A meno che non si intenda per professionale un qualsiasi giurista che si scopra tale dopo un’annualità (o meno) di corsi intensivi, abilitanti, di formazione continua, online, o altro ancora in materia fiscale. In questo caso resterebbe della professionalità solo una facciata che copre vecchi problemi: un rimedio peggiore del male.

Una diversa riforma della magistratura tributaria orientata in senso qualitativo, pilota magari anche per altri settori, potrebbe partire dall’inversione del paradigma: quello secondo cui l’accesso (più selettivo) dovrebbe esser riservato solo a professionisti a tempo pieno.

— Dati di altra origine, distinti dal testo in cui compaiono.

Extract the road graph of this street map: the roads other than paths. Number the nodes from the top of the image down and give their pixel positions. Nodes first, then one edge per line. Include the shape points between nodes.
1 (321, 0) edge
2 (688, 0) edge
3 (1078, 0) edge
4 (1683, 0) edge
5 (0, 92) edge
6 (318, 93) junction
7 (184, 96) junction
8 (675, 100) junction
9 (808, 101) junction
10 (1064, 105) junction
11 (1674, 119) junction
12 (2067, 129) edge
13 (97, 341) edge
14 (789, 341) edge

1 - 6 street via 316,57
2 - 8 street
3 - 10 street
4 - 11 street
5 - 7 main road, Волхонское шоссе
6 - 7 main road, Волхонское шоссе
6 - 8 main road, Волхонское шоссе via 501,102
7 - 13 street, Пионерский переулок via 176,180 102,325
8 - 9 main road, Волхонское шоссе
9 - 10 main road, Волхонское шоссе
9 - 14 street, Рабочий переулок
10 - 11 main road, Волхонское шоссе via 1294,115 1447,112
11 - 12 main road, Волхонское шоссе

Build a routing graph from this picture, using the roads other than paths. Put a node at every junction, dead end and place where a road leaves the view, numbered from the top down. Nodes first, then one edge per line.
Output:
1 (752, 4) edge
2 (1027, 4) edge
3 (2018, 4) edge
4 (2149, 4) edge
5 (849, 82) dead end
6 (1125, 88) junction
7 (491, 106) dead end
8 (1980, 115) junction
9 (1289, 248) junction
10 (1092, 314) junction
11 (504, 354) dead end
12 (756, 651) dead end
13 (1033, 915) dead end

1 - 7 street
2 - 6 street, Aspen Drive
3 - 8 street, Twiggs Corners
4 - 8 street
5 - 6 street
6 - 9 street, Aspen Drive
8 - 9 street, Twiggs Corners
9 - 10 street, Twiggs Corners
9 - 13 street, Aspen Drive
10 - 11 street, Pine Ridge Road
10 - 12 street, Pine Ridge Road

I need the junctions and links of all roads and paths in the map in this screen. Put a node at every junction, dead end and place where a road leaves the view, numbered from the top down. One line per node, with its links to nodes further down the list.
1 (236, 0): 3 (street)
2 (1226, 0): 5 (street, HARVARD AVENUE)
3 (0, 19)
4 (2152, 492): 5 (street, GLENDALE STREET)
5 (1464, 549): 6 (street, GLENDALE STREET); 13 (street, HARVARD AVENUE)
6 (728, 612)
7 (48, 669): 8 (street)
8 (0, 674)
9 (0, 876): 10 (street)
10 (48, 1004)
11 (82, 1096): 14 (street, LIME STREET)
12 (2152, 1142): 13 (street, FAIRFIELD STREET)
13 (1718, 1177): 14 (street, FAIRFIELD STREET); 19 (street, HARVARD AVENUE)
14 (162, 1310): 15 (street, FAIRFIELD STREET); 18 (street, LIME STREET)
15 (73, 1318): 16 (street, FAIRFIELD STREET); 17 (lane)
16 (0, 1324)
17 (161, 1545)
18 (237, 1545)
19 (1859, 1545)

Invero non si dovrebbe lavorare sulle difficoltà nell’entrare nel ruolo, quanto piuttosto sulla facilità ad uscire da una funzione che resta onoraria, poiché è a tutti piuttosto noto che qualsiasi gruppo sociale aggregato (e la magistratura non fa difetto) non migliora con la selezione dei più meritevoli (sempre aleatoria nelle scienze sociali), ma con l’esclusione dei peggiori (anch’essa aleatoria, ma con un grado di incertezza minore).
In questo secondo caso metriche più attendibili di giudizio (impostate sulla celebrazione d’udienza, la redazione delle sentenze, il contegno in processo) potrebbero essere più sensate, e il risultato finale migliore, soprattutto se coniugato a un sistema di controllo continuo e non concentrato in un’unica prova di ingresso.